Apart from that, if you think Evan Spiegel cherry picked an email nicely written that leaked from the Sony hack, nobody or nothing would prevent you to look for all emails from him that leaked and cherry pick the ones that make him look like an asshole; in fact it would do more to prove your point and while being more time efficient than constantly monitoring the karma of the comment to find evidence of a fake review - which I doubt, since the comment hasn't been flag-killed - and write super long replies like you just did.

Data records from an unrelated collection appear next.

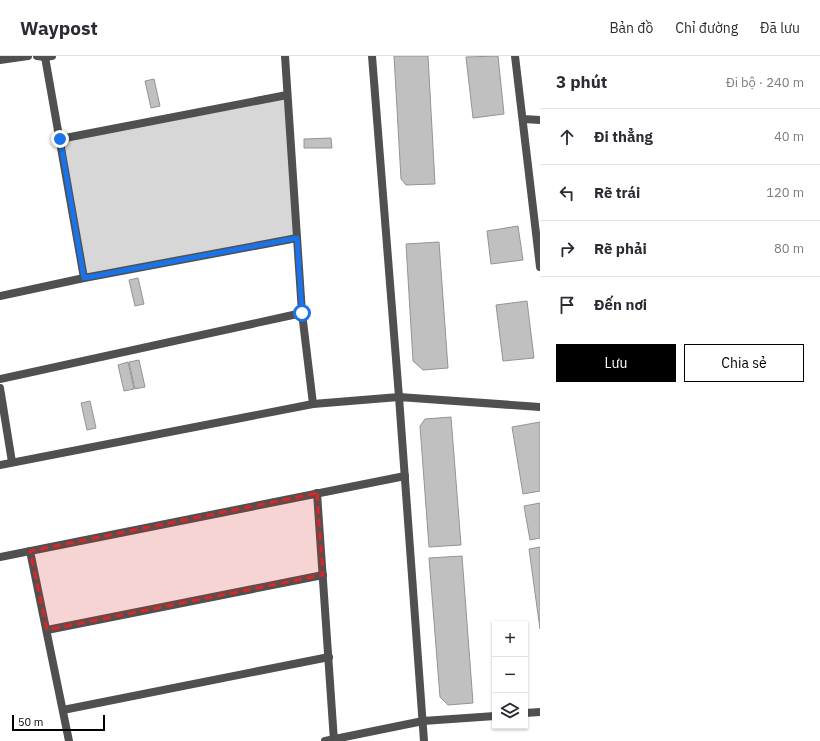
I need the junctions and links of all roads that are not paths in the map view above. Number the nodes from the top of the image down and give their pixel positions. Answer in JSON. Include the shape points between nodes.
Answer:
{"nodes":[{"id":1,"x":28,"y":56,"type":"edge"},
{"id":2,"x":44,"y":56,"type":"edge"},
{"id":3,"x":285,"y":56,"type":"edge"},
{"id":4,"x":372,"y":56,"type":"edge"},
{"id":5,"x":515,"y":56,"type":"edge"},
{"id":6,"x":0,"y":60,"type":"edge"},
{"id":7,"x":287,"y":95,"type":"junction"},
{"id":8,"x":523,"y":119,"type":"junction"},
{"id":9,"x":540,"y":120,"type":"edge"},
{"id":10,"x":60,"y":139,"type":"junction"},
{"id":11,"x":537,"y":214,"type":"edge"},
{"id":12,"x":297,"y":238,"type":"junction"},
{"id":13,"x":540,"y":267,"type":"edge"},
{"id":14,"x":84,"y":278,"type":"junction"},
{"id":15,"x":0,"y":296,"type":"edge"},
{"id":16,"x":302,"y":313,"type":"junction"},
{"id":17,"x":0,"y":379,"type":"edge"},
{"id":18,"x":0,"y":388,"type":"edge"},
{"id":19,"x":399,"y":397,"type":"junction"},
{"id":20,"x":313,"y":404,"type":"junction"},
{"id":21,"x":540,"y":407,"type":"edge"},
{"id":22,"x":12,"y":462,"type":"junction"},
{"id":23,"x":0,"y":465,"type":"edge"},
{"id":24,"x":405,"y":476,"type":"junction"},
{"id":25,"x":317,"y":493,"type":"junction"},
{"id":26,"x":30,"y":551,"type":"junction"},
{"id":27,"x":0,"y":557,"type":"edge"},
{"id":28,"x":323,"y":575,"type":"junction"},
{"id":29,"x":46,"y":630,"type":"junction"},
{"id":30,"x":328,"y":657,"type":"junction"},
{"id":31,"x":63,"y":710,"type":"junction"},
{"id":32,"x":540,"y":712,"type":"edge"},
{"id":33,"x":528,"y":713,"type":"edge"},
{"id":34,"x":492,"y":716,"type":"edge"},
{"id":35,"x":423,"y":721,"type":"junction"},
{"id":36,"x":334,"y":740,"type":"edge"},
{"id":37,"x":69,"y":741,"type":"edge"},
{"id":38,"x":325,"y":741,"type":"edge"},
{"id":39,"x":424,"y":741,"type":"edge"}],
"edges":[{"from":1,"to":6,"type":"street"},
{"from":2,"to":10,"type":"street"},
{"from":3,"to":7,"type":"street"},
{"from":4,"to":19,"type":"street"},
{"from":5,"to":8,"type":"street"},
{"from":7,"to":10,"type":"street"},
{"from":7,"to":12,"type":"street"},
{"from":8,"to":9,"type":"street"},
{"from":8,"to":11,"type":"street"},
{"from":10,"to":14,"type":"street"},
{"from":11,"to":13,"type":"street"},
{"from":12,"to":14,"type":"street"},
{"from":12,"to":16,"type":"street"},
{"from":14,"to":15,"type":"street"},
{"from":16,"to":17,"type":"street"},
{"from":16,"to":20,"type":"street"},
{"from":18,"to":22,"type":"street"},
{"from":19,"to":20,"type":"street"},
{"from":19,"to":21,"type":"street"},
{"from":19,"to":24,"type":"street"},
{"from":20,"to":22,"type":"street"},
{"from":22,"to":23,"type":"street"},
{"from":24,"to":25,"type":"street"},
{"from":24,"to":35,"type":"street"},
{"from":25,"to":26,"type":"street"},
{"from":25,"to":28,"type":"street"},
{"from":26,"to":27,"type":"street"},
{"from":26,"to":29,"type":"street"},
{"from":28,"to":29,"type":"street"},
{"from":28,"to":30,"type":"street"},
{"from":29,"to":31,"type":"street"},
{"from":30,"to":31,"type":"street"},
{"from":30,"to":36,"type":"street"},
{"from":31,"to":37,"type":"street"},
{"from":32,"to":33,"type":"street"},
{"from":34,"to":35,"type":"street"},
{"from":35,"to":36,"type":"street"},
{"from":35,"to":39,"type":"street"},
{"from":36,"to":38,"type":"street"}]}
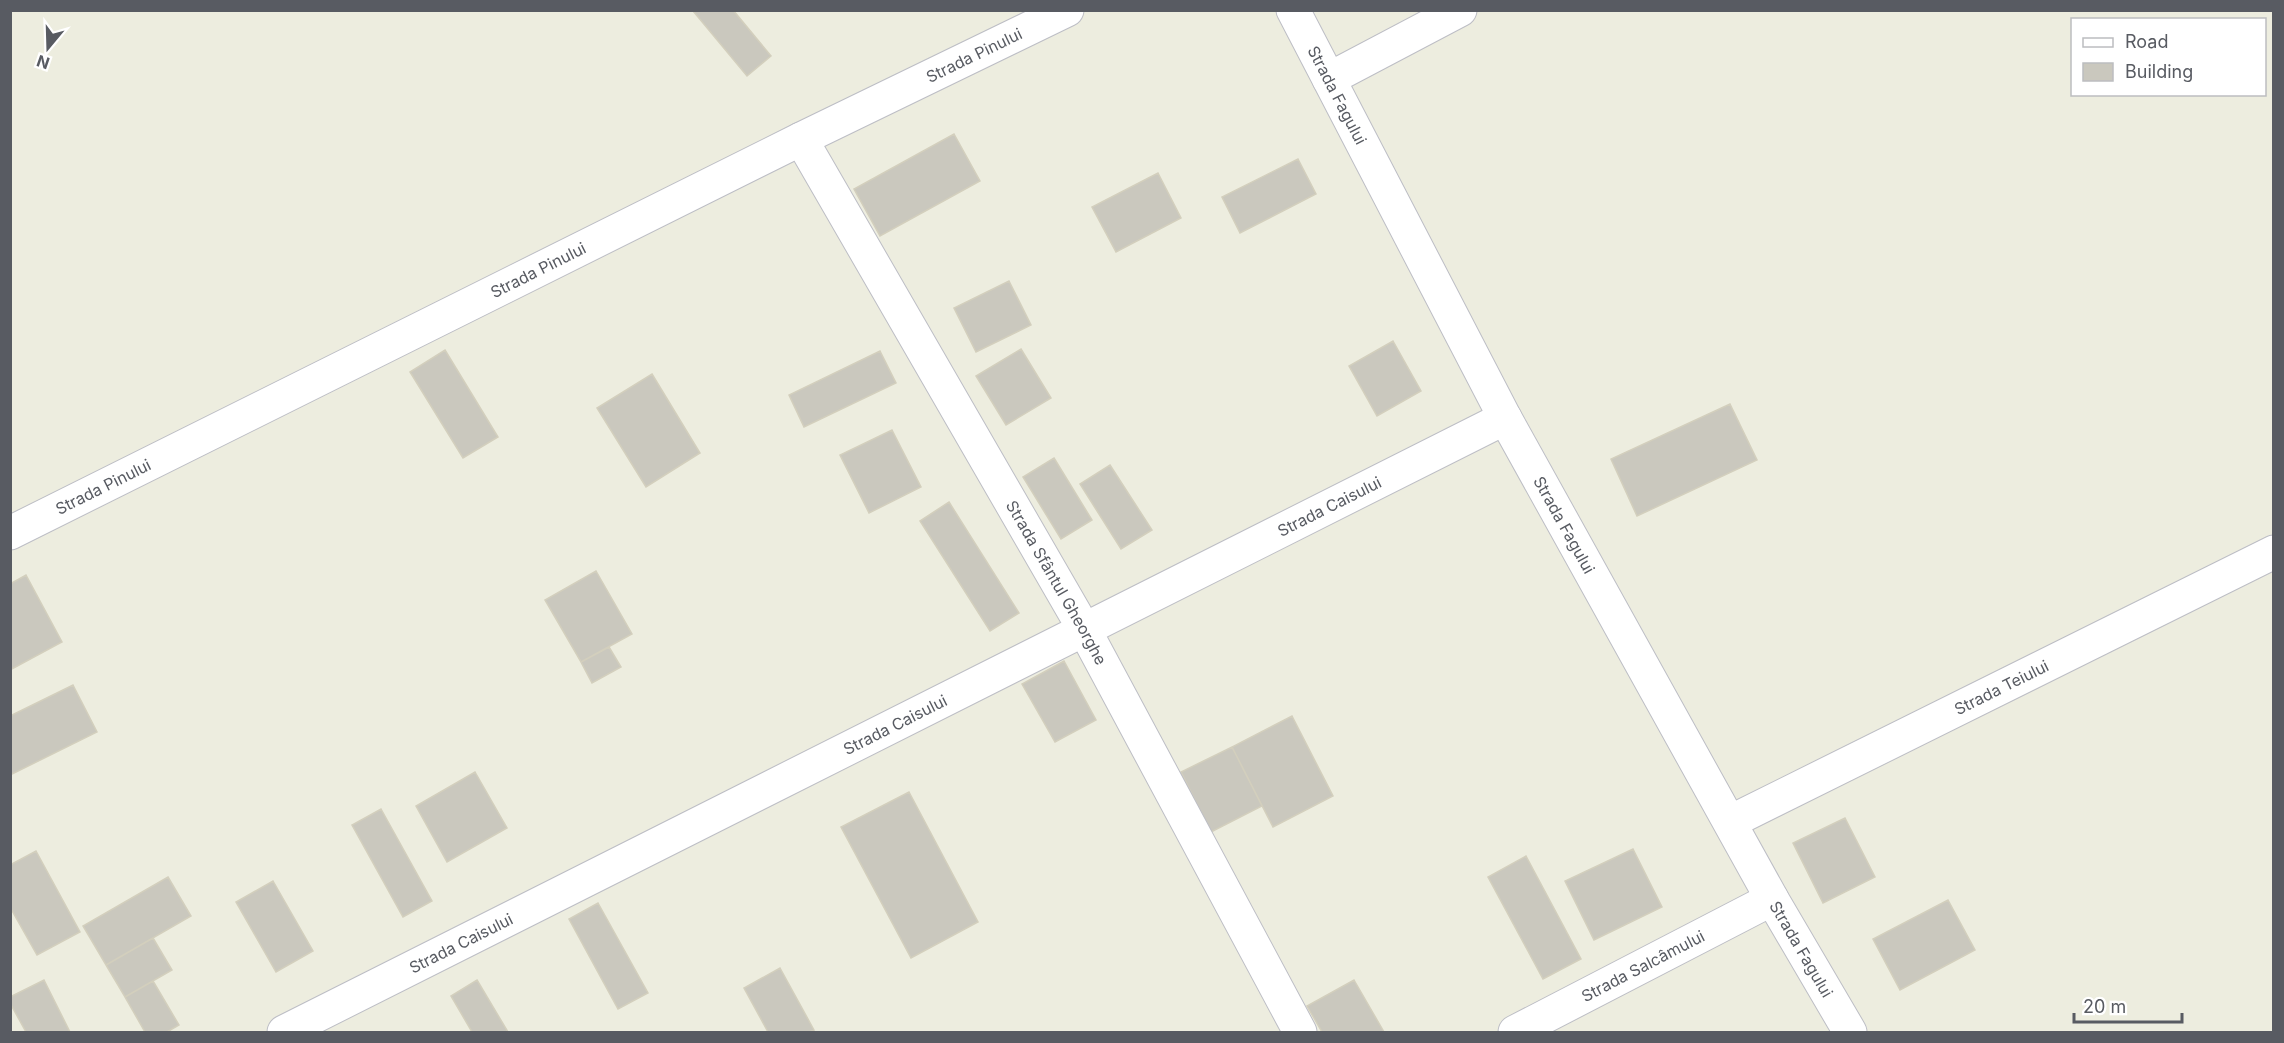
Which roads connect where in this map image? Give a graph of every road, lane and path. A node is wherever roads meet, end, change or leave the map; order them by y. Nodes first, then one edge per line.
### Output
1 (1067, 10) edge
2 (1293, 10) edge
3 (1460, 10) edge
4 (1329, 79) junction
5 (801, 139) junction
6 (1505, 418) junction
7 (10, 532) edge
8 (2274, 552) edge
9 (1083, 629) junction
10 (1730, 822) junction
11 (1772, 899) junction
12 (284, 1032) edge
13 (1300, 1032) edge
14 (1515, 1032) edge
15 (1850, 1032) edge

1 - 5 street, Strada Pinului
2 - 4 street, Strada Fagului
3 - 4 street
4 - 6 street, Strada Fagului
5 - 7 street, Strada Pinului
5 - 9 street, Strada Sfântul Gheorghe
6 - 9 street, Strada Caisului
6 - 10 street, Strada Fagului
8 - 10 street, Strada Teiului
9 - 12 street, Strada Caisului
9 - 13 street, Strada Sfântul Gheorghe
10 - 11 street, Strada Fagului
11 - 14 street, Strada Salcâmului
11 - 15 street, Strada Fagului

For what it's worth. Fake accounts cannot down vote. I don't even have the ability to down vote. You need karma for that. People down-voted you because your comments are off the mark. It's absurd to think you're blaming anyone but yourself for that.
I can't downvote you, but I would if I could. Not because I work for Snapchat, or because Spiegel needs defending. I'd downvote you because because your comments here are petty and baseless, and sound a little delusional.
You know what else makes a comment dive rapidly in votes? A bad comment on a popular thread that's spiking in traffic.

It's amazing to me that you're so single-minded about how no one other than a snapchat employee could possibly disagree with your comment. This bleeds through your original comment as well: "How could someone possibly find value in anything this frat boy has to say? BI must have been paid to post this". Reasonable people out here in the real world realize that, however much we disagree with a given person, not everyone who disagrees with us is a puppet of said person.

because you're asking: I downvoted your org comment after you claimed the sony hack was a pr stunt, or seemed to be saying that anyway, after that I stopped voting bec it the whole thing seemed to have devolved into a pissing contest.